Filter the lines below, keeping each one that holds "wherever".

━━━━━ Data for the task ━━━━━

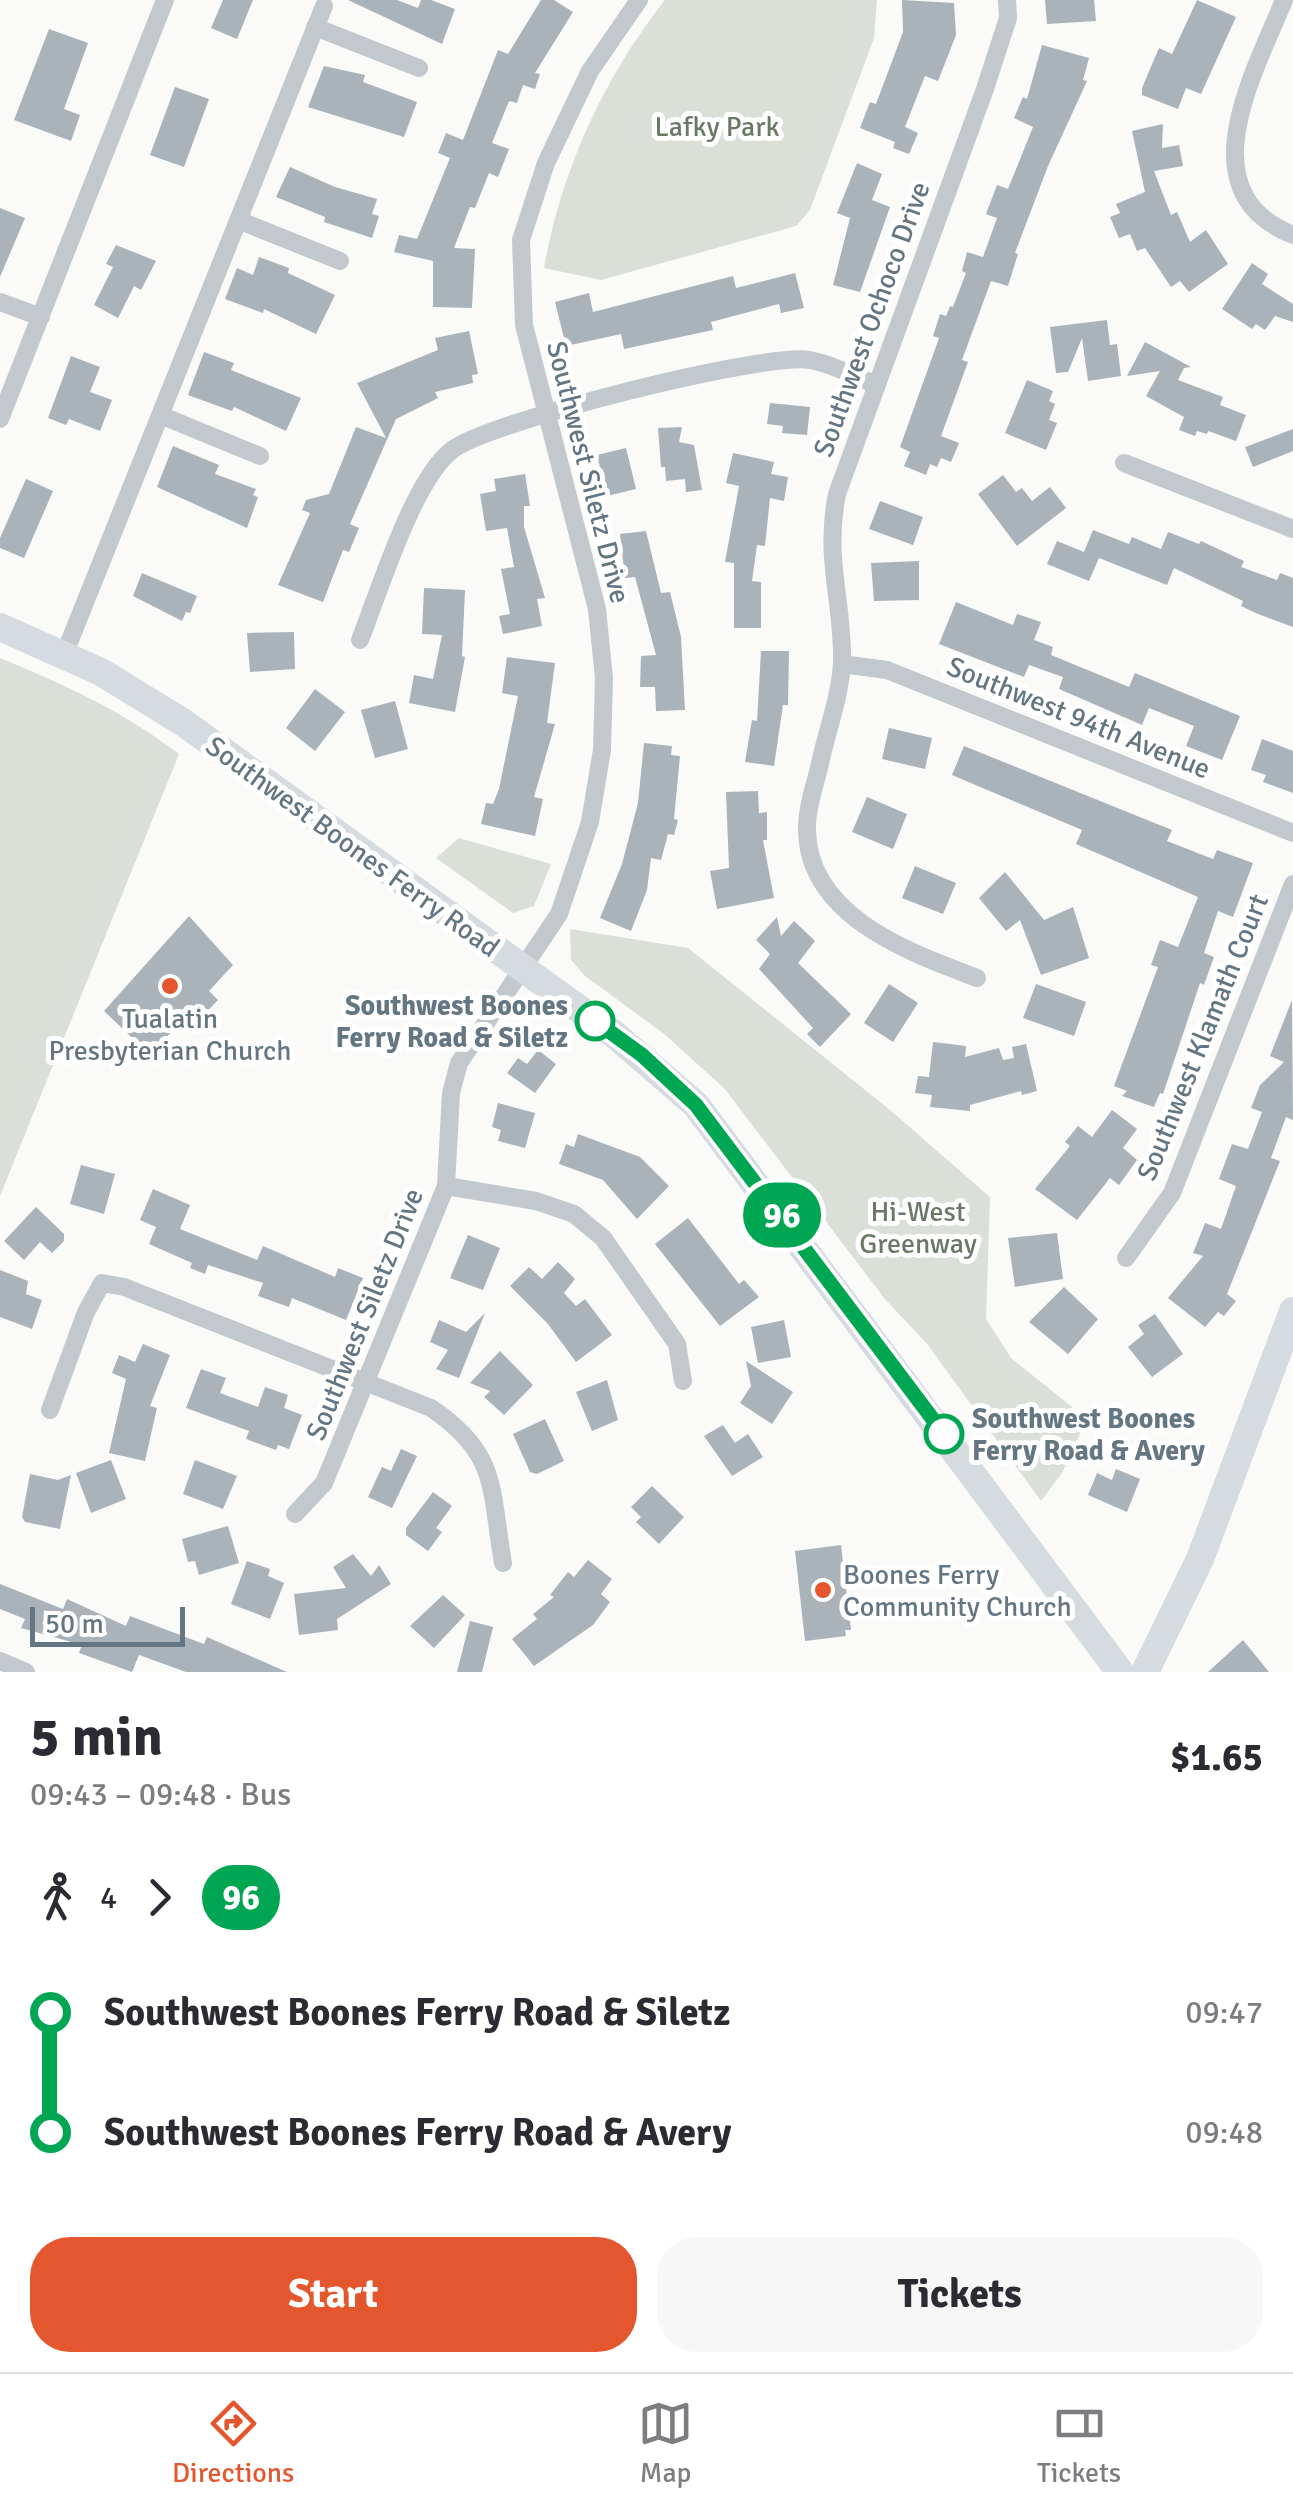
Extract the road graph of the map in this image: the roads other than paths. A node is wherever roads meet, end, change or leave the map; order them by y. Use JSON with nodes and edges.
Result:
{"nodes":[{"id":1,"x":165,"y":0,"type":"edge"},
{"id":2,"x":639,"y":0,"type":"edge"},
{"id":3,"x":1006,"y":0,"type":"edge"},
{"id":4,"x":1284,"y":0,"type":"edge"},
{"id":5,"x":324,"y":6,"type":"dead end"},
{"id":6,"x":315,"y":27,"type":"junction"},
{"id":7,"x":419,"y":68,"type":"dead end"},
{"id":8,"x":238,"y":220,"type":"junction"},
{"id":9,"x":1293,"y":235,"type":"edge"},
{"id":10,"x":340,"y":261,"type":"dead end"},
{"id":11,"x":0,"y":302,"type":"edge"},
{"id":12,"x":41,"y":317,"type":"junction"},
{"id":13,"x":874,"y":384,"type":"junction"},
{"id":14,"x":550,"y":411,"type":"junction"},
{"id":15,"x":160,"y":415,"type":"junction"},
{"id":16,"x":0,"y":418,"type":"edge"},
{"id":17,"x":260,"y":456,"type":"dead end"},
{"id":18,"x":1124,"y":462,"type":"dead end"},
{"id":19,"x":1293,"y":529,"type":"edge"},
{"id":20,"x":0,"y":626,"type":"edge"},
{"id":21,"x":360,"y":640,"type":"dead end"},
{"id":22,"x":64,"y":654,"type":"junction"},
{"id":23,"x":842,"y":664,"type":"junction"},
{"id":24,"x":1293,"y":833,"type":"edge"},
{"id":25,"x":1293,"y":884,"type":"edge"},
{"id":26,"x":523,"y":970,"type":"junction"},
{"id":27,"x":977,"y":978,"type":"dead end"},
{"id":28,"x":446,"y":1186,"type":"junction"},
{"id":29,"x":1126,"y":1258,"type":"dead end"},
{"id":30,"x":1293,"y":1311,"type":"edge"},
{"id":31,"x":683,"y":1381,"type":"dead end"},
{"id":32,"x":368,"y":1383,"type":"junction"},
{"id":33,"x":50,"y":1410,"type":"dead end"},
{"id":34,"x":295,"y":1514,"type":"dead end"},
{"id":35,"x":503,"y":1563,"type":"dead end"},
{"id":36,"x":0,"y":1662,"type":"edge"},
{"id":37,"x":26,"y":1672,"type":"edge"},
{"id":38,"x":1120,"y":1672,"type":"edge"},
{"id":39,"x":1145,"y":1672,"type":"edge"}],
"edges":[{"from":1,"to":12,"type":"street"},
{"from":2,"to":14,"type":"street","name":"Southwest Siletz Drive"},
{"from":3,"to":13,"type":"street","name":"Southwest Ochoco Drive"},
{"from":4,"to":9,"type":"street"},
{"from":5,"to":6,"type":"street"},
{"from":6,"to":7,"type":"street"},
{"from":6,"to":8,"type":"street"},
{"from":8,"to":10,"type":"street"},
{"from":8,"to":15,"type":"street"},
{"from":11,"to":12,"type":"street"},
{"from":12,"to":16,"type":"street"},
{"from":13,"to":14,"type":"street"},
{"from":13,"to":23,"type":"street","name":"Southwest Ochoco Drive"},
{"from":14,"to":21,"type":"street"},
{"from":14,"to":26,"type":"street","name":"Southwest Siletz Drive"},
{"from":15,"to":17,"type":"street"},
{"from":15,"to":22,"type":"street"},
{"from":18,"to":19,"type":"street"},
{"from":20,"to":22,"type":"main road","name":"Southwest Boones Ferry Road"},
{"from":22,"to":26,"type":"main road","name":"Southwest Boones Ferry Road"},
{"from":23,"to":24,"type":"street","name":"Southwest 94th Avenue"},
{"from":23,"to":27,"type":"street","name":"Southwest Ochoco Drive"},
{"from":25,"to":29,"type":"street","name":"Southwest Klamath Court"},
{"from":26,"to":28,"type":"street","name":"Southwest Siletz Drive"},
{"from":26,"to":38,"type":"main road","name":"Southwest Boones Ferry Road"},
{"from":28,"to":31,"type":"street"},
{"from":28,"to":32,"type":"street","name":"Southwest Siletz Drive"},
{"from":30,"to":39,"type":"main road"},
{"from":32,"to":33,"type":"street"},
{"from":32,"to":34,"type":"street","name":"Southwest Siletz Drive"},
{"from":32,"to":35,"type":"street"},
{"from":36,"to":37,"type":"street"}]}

━━━━━
━━━━━ Data for the task ━━━━━

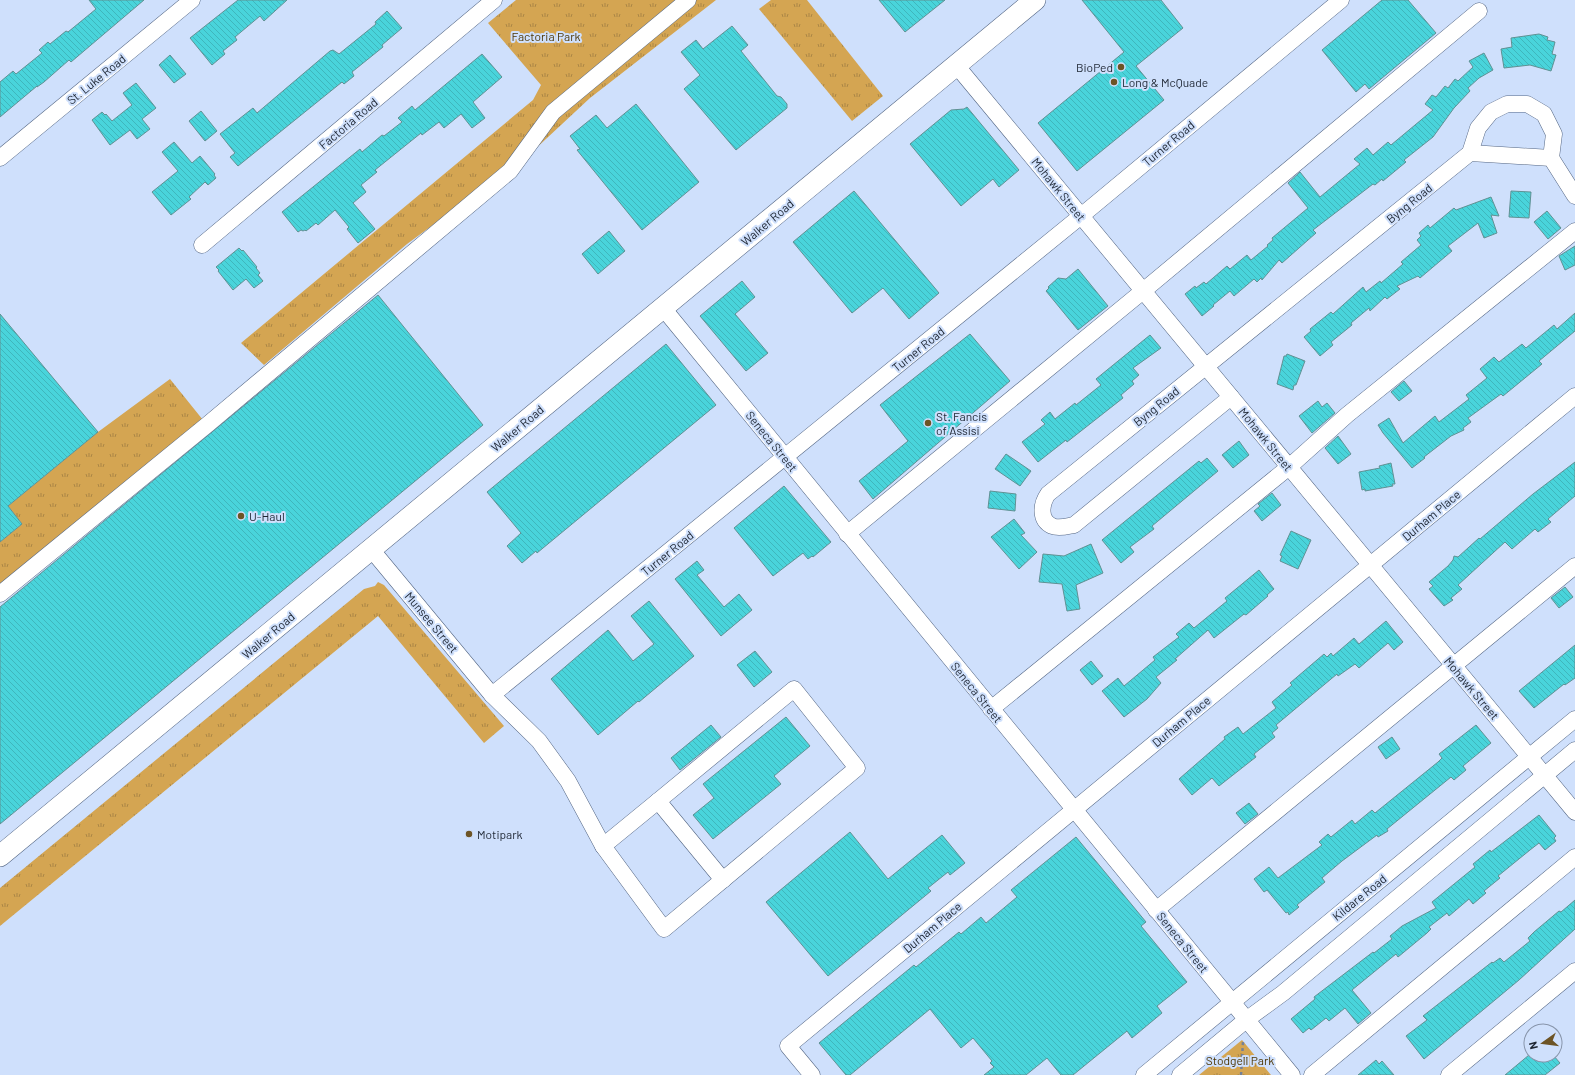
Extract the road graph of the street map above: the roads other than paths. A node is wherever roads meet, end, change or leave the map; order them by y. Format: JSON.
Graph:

━━━━━

■ **Task output**
Extract the road graph of the map in this image: the roads other than paths. A node is wherever roads meet, end, change or leave the map; order them by y. Use JSON with nodes and edges.
Extract the road graph of the street map above: the roads other than paths. A node is wherever roads meet, end, change or leave the map; order them by y. Format: JSON.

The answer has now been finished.